▶ Given data:
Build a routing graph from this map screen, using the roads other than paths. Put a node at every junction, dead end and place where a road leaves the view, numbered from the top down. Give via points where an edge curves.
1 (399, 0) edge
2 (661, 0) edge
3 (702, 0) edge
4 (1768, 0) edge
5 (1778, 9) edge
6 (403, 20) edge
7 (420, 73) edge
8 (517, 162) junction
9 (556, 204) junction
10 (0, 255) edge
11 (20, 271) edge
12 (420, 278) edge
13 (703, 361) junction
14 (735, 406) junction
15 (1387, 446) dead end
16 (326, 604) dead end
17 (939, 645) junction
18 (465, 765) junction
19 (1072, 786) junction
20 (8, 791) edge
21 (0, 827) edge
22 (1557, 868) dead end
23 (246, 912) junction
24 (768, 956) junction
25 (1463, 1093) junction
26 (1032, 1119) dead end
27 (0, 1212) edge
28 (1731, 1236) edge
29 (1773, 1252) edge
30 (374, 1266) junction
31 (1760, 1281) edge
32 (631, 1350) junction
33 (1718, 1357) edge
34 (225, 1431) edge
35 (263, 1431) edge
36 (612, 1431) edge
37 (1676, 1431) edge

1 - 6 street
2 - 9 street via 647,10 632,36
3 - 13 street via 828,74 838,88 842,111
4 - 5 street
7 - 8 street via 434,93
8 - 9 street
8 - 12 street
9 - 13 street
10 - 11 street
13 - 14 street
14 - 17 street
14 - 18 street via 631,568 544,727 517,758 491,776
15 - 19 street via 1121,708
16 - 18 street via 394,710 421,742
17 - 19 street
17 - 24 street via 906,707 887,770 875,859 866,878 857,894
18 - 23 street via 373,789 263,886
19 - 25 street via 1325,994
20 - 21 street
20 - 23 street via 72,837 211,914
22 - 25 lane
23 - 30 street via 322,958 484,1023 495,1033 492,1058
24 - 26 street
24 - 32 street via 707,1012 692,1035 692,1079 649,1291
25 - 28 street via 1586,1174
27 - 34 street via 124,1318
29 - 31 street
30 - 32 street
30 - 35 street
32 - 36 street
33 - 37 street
---
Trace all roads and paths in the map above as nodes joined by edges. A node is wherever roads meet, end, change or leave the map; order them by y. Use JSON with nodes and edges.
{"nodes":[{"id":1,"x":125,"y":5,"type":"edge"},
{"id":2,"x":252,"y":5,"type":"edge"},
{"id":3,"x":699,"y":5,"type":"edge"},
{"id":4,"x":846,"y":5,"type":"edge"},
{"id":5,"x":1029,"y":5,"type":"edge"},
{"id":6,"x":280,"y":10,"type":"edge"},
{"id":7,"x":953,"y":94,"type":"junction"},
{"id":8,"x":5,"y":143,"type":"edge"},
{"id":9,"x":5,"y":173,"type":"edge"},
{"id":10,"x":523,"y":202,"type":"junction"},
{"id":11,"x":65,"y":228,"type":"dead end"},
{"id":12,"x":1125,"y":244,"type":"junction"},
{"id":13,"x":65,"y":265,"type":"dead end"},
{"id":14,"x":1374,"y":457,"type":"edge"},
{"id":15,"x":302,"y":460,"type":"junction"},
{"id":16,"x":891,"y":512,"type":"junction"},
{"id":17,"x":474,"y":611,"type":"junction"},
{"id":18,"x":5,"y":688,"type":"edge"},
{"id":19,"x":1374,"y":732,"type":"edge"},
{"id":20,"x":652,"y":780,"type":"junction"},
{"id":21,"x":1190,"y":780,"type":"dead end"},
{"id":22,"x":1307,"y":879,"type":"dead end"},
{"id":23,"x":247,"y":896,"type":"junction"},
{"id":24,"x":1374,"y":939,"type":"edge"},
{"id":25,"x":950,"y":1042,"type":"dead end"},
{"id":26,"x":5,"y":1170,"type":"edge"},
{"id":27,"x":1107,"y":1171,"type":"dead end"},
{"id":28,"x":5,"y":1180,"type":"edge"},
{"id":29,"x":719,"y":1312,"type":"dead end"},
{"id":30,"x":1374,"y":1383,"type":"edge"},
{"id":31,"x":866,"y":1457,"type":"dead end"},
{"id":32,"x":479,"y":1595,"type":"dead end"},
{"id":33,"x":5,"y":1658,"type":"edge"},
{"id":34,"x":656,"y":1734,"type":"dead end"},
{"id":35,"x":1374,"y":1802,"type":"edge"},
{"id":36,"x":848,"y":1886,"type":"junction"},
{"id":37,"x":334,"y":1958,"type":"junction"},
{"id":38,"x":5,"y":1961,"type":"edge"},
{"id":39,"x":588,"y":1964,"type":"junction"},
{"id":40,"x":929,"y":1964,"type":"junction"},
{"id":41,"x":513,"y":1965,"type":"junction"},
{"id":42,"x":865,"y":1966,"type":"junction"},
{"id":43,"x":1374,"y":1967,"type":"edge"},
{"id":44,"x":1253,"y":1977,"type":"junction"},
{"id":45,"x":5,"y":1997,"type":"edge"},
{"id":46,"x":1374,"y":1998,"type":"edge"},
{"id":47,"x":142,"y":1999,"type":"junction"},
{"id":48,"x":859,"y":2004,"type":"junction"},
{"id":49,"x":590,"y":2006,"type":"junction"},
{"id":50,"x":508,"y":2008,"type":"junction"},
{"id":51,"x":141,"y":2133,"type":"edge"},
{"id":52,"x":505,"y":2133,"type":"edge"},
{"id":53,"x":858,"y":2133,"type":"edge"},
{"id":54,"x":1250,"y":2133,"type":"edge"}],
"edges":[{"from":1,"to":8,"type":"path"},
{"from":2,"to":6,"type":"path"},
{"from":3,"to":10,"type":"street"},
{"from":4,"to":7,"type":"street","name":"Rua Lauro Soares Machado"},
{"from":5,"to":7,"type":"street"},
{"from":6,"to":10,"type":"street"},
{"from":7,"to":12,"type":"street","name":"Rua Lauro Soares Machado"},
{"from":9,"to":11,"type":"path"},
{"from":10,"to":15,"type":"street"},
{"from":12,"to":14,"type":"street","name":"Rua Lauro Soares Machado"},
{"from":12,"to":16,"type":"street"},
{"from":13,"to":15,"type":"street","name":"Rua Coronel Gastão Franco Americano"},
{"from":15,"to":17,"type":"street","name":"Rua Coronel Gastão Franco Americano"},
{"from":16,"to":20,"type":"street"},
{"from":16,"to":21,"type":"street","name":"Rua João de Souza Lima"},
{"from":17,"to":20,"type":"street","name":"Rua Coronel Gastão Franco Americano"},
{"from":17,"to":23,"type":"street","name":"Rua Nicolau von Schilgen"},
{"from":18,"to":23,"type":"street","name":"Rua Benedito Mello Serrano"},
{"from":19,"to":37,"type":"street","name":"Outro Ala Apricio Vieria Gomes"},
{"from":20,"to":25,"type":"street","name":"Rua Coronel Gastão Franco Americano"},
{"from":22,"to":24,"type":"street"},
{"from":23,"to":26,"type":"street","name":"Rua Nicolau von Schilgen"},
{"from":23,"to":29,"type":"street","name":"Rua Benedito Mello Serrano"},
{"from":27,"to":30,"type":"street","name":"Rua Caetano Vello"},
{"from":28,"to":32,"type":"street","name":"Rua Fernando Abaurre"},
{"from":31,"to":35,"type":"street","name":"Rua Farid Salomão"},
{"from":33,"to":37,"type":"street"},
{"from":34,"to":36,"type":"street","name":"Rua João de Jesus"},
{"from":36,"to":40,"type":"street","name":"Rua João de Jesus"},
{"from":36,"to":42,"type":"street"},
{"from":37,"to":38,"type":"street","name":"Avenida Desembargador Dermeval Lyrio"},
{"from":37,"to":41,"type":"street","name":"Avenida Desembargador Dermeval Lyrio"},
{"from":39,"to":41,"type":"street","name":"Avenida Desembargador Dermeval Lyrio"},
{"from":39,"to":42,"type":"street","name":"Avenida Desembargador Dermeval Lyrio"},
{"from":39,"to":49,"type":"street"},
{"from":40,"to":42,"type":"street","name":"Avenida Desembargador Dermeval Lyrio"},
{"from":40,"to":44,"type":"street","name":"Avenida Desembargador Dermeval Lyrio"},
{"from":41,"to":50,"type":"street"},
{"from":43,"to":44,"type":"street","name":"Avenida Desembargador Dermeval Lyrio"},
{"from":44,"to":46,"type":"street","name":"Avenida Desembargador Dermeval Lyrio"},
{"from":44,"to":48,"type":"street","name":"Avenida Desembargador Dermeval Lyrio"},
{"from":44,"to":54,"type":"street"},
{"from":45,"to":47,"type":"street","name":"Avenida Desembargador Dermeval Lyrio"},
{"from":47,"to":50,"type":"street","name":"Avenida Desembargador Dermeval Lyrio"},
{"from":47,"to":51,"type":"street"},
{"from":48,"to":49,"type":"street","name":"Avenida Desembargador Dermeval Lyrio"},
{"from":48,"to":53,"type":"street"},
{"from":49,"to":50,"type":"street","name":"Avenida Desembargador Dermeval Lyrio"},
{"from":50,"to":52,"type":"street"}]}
...
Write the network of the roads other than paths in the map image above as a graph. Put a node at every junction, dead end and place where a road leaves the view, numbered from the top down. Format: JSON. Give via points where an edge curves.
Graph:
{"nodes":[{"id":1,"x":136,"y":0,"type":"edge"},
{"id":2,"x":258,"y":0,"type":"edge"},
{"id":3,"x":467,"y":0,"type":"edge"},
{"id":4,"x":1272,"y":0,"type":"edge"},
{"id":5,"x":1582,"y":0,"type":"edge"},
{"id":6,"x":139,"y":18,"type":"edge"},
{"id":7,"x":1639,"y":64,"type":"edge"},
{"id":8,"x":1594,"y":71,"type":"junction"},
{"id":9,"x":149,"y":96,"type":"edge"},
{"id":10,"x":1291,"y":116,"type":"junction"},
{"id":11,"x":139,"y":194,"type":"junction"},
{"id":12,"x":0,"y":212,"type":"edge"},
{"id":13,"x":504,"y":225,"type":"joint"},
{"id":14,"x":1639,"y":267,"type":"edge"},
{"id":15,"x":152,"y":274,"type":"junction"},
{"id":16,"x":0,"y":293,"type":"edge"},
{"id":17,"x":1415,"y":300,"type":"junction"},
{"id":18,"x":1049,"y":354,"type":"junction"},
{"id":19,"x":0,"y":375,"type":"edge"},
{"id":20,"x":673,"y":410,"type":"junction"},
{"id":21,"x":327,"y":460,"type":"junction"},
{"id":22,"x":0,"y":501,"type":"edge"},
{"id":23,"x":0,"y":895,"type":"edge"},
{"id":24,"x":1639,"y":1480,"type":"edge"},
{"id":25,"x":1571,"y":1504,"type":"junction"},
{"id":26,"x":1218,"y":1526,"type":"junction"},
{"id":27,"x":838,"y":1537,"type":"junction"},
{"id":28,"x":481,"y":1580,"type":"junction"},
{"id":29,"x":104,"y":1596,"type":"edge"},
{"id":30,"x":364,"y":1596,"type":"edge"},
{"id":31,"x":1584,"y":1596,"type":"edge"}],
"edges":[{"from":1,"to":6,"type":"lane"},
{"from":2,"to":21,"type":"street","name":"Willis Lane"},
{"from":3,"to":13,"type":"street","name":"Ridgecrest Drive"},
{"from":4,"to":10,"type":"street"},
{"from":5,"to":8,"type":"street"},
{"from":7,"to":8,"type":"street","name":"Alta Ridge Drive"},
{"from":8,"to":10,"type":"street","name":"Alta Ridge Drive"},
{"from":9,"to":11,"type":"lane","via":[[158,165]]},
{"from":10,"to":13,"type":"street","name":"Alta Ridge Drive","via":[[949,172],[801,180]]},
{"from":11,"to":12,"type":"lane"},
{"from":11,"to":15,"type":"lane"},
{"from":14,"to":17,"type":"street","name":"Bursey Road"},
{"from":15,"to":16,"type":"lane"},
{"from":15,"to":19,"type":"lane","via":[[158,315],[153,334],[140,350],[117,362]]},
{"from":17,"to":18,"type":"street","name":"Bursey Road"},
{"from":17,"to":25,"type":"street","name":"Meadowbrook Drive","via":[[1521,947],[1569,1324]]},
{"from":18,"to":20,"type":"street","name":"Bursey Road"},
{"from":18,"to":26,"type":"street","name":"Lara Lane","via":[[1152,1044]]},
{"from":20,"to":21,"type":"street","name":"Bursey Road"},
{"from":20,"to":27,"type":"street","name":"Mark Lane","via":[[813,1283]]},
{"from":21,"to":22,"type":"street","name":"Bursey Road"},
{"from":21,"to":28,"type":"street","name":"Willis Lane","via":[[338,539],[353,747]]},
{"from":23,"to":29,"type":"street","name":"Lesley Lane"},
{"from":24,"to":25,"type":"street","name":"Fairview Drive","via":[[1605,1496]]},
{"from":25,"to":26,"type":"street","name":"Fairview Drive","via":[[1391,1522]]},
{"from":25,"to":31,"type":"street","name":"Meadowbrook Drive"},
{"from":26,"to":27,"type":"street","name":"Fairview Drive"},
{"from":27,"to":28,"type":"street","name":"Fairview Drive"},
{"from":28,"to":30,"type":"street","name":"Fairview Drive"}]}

▶ Your instructions:
Go line by line through the entries above and tally those that hold the word "Jesus"; give the tally alone.

▶ Response area:
2